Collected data
== Segment start ==
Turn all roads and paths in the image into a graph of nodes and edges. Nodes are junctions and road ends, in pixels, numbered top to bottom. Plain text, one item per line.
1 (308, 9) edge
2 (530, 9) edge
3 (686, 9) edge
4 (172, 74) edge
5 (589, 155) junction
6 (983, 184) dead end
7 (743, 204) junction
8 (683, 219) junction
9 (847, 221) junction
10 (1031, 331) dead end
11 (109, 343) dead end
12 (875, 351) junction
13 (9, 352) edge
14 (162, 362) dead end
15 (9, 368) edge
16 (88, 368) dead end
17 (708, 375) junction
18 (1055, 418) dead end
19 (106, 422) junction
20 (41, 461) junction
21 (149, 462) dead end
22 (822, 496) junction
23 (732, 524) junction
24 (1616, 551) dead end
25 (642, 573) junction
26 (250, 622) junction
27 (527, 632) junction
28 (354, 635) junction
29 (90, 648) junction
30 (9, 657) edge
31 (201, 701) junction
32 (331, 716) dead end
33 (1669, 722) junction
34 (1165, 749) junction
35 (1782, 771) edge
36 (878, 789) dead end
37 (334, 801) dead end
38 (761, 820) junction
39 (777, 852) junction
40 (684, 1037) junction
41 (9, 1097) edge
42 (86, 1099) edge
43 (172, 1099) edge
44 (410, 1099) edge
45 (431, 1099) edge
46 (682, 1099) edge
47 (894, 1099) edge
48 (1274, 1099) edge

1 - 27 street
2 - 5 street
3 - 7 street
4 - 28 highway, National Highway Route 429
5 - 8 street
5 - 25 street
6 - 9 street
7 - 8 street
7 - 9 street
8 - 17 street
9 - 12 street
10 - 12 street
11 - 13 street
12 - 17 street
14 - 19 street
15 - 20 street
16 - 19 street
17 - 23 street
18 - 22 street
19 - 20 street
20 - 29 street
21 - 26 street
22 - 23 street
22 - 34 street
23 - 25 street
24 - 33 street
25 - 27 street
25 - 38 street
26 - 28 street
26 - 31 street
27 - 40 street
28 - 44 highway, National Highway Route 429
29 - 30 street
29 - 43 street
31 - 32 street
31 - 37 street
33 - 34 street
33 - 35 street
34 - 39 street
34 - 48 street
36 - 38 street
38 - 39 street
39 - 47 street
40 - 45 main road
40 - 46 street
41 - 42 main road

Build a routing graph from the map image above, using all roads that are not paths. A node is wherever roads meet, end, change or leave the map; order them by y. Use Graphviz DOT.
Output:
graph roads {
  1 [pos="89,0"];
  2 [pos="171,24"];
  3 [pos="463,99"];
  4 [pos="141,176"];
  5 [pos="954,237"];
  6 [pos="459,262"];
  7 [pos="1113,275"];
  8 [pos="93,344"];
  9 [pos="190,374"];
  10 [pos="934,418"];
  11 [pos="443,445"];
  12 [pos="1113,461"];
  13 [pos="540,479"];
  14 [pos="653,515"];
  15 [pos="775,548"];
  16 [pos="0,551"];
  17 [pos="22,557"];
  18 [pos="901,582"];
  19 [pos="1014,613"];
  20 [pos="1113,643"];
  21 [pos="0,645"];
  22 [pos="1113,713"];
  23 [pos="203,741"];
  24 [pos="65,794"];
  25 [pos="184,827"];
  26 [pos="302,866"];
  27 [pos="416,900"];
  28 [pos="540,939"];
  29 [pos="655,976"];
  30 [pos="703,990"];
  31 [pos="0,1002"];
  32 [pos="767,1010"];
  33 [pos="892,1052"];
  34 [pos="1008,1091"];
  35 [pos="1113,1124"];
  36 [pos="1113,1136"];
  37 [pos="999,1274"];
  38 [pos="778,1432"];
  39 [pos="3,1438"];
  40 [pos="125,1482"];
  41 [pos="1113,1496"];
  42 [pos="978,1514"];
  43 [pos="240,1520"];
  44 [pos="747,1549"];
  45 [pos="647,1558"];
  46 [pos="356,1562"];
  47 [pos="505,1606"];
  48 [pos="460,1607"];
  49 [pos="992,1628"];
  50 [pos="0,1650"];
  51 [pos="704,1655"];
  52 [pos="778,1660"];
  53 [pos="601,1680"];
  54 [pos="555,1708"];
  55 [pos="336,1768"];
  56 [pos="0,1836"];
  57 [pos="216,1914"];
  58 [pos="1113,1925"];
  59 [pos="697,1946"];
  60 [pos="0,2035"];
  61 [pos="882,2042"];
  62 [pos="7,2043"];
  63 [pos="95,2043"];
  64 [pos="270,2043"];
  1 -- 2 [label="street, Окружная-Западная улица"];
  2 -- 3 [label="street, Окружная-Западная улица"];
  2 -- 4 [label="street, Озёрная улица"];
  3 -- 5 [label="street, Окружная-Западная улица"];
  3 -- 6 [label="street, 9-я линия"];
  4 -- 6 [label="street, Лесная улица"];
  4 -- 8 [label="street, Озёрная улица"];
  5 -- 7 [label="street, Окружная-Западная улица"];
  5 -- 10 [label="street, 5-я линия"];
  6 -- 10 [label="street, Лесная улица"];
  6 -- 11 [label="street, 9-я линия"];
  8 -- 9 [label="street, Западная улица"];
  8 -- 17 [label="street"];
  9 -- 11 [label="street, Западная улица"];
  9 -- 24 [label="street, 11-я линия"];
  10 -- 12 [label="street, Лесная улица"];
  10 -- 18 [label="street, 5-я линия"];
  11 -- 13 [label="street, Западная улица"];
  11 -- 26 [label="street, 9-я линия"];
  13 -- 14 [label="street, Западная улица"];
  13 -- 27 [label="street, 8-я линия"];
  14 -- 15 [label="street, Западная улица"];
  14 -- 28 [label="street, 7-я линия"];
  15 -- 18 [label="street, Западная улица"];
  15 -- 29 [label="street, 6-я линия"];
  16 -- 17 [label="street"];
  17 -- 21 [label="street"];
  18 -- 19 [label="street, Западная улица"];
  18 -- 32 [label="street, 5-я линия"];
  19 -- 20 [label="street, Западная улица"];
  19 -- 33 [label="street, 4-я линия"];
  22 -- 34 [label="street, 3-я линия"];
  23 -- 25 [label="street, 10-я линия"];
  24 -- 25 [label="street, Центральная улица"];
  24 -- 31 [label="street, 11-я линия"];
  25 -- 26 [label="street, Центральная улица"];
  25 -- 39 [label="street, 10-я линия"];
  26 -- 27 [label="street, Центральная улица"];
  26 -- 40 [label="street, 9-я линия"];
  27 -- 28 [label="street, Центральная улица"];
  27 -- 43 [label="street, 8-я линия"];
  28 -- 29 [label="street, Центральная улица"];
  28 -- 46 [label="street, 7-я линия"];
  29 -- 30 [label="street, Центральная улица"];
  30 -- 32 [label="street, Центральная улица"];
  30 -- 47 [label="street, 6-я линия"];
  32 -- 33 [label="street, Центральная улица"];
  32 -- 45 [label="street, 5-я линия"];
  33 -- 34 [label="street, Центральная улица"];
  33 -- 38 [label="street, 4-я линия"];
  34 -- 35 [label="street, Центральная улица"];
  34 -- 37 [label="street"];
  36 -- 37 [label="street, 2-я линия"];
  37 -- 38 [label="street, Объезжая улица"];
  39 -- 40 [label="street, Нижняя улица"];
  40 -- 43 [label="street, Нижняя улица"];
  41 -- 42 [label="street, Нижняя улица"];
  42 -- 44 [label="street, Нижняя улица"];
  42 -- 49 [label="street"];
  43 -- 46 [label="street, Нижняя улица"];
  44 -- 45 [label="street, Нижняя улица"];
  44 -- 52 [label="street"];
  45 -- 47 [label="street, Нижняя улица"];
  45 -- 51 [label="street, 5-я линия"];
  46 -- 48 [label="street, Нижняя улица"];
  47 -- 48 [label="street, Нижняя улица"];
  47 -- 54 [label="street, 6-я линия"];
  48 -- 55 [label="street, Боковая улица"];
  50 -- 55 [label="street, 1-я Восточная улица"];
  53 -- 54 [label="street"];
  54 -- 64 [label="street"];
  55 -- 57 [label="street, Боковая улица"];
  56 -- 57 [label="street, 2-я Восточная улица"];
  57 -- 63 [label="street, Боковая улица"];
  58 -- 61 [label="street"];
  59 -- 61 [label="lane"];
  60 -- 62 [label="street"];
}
== Segment end ==
*BRIEF*: Note down each line above where the word "image" occurs.

*RESULT OF THE TASK*:
Turn all roads and paths in the image into a graph of nodes and edges. Nodes are junctions and road ends, in pixels, numbered top to bottom. Plain text, one item per line.
Build a routing graph from the map image above, using all roads that are not paths. A node is wherever roads meet, end, change or leave the map; order them by y. Use Graphviz DOT.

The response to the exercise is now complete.